NLRB Hearings are best left to those who have lots of patience and time, two things I’m missing this week. Thus, unless there are major developments that occur, I’ll only briefly recap where things stand, on occasion, on the ongoing Foxwoods/UAW saga.
- Yesterday, the NLRB (also called "The Board") denied Foxwoods’ Request for Review, which was discussed here. It did so with little comment other than to note that the request "raises no substantial issues warranting review." UAW indicated that it was a "major victory", according to The Day, and yet, given prior Board decisions on the subject, the result is not surprising. As I indicated previously, the Tribe is likely not focusing on the Board, but establishing a record for an appeal to the Circuit Courts and perhaps the U.S. Supreme Court someday.
- The Hearing has continued with the Tribe making a little — but not much — progress in its argument that the election ballots should have been printed in two Chinese dialects. The Day has a thorough report on Day 2 with an update on the goings on during Day 3. Apparently, the judge had a few reservations about the ballots used.
At one point, after the third dealer testified, the judge presiding over the hearing, Raymond P. Green said a lot of the confusion could have been avoided if the ballots were printed in multiple languages.
“If it was me, I would have translated the ballot,” Green said, but added that more evidence is needed to overturn the election.
- A decision on the objections that the hearing is focusing on will likely come down within the next few weeks — though it could be longer given the scope of the testimony.
UPDATE: The Day, has a more thorough report of Day 3 of the hearing available here now.

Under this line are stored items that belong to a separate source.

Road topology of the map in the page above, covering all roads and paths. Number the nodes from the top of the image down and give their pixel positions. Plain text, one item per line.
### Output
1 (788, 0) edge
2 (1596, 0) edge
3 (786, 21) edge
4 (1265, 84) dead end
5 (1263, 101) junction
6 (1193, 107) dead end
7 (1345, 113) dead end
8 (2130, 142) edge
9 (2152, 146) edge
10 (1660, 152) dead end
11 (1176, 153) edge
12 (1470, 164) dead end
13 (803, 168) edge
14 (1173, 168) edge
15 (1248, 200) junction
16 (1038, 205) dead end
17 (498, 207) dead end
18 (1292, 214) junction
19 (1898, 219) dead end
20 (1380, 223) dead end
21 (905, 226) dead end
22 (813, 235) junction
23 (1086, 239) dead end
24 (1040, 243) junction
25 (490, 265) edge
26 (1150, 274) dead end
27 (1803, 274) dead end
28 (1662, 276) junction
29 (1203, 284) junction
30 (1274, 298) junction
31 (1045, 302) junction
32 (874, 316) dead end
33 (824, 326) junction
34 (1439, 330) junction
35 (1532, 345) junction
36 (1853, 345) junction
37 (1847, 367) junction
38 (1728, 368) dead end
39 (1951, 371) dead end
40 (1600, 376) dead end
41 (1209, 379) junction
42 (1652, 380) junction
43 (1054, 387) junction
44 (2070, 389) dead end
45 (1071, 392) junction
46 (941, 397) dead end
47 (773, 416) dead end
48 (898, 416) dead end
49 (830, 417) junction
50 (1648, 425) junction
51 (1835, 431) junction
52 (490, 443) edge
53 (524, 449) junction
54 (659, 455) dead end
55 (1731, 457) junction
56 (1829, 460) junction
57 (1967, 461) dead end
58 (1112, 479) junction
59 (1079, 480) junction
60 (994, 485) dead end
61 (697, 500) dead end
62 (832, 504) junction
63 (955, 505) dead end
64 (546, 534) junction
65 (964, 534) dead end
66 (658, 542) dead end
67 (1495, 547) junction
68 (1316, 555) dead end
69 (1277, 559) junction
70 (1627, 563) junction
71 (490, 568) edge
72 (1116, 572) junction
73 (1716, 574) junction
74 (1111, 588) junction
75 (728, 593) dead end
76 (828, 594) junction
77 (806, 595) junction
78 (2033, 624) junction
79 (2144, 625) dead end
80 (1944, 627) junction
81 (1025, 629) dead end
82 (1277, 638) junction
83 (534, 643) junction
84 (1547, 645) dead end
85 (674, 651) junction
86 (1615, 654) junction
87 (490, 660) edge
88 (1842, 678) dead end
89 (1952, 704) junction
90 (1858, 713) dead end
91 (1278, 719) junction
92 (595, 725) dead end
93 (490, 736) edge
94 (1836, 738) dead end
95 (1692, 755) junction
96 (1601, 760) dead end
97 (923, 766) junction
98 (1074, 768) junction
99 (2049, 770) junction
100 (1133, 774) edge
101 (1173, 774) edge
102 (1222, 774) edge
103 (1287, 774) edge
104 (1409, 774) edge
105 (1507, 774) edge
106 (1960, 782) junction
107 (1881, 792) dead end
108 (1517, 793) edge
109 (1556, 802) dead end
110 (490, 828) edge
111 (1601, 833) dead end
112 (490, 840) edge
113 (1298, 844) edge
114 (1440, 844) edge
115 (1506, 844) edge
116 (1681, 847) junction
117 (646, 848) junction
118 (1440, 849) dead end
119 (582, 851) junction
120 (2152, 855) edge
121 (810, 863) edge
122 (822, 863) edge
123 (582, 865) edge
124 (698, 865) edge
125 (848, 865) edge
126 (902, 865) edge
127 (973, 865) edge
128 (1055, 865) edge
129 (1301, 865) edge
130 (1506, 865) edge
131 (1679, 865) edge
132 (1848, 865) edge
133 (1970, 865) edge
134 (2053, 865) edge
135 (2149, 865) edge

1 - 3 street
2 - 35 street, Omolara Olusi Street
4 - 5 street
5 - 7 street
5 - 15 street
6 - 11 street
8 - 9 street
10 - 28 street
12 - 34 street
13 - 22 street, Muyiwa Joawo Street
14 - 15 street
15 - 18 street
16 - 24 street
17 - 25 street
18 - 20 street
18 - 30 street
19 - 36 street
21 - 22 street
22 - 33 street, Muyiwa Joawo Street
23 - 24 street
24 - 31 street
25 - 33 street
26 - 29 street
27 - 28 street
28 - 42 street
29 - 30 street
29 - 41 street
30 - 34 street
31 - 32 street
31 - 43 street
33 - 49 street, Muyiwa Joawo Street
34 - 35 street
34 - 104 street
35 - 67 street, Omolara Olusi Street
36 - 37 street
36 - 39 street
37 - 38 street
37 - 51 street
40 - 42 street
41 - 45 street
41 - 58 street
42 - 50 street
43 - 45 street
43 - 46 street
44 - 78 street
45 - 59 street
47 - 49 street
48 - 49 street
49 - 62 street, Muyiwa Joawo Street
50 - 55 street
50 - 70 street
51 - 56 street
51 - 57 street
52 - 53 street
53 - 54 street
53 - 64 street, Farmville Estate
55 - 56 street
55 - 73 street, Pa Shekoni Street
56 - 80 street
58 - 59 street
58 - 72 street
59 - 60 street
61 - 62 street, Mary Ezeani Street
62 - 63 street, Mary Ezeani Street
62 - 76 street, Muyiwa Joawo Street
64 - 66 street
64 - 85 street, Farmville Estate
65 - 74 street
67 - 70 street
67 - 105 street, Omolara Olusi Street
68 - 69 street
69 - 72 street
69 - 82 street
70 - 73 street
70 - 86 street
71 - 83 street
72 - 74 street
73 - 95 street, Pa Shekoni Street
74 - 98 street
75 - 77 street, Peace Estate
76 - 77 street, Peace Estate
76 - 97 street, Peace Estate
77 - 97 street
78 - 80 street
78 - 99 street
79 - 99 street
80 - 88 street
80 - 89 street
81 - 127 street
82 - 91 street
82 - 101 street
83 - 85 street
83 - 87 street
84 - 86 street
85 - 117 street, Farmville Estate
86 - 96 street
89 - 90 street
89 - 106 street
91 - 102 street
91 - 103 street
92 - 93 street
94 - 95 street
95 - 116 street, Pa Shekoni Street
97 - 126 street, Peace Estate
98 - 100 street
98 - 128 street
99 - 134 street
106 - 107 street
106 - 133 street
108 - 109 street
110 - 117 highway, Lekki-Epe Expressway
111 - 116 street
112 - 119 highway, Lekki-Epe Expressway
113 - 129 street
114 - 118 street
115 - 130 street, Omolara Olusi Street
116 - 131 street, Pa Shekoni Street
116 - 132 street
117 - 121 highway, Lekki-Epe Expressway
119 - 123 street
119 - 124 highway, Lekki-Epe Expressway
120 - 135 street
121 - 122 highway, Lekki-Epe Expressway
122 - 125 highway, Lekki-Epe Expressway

The attorneys representing the regional NLRB challenged the Tribe’s arguments a bit more.
William O’Conner, an attorney representing the regional NLRB, said no written complaints from any employees about the lack of a multilingual ballot were provided to the board, despite a subpoena requesting such documents.
There was “not one iota of evidence” that any one was affected or disturbed by the ballot, O’Conner said.
Richard Hankins, an attorney for the tribe, responded after the hearing concluded for the day.
“That’s grandstanding by Mr. O’Conner,” Hankins said. “Because he’s trying to cover for the fact that the region didn’t do its job.”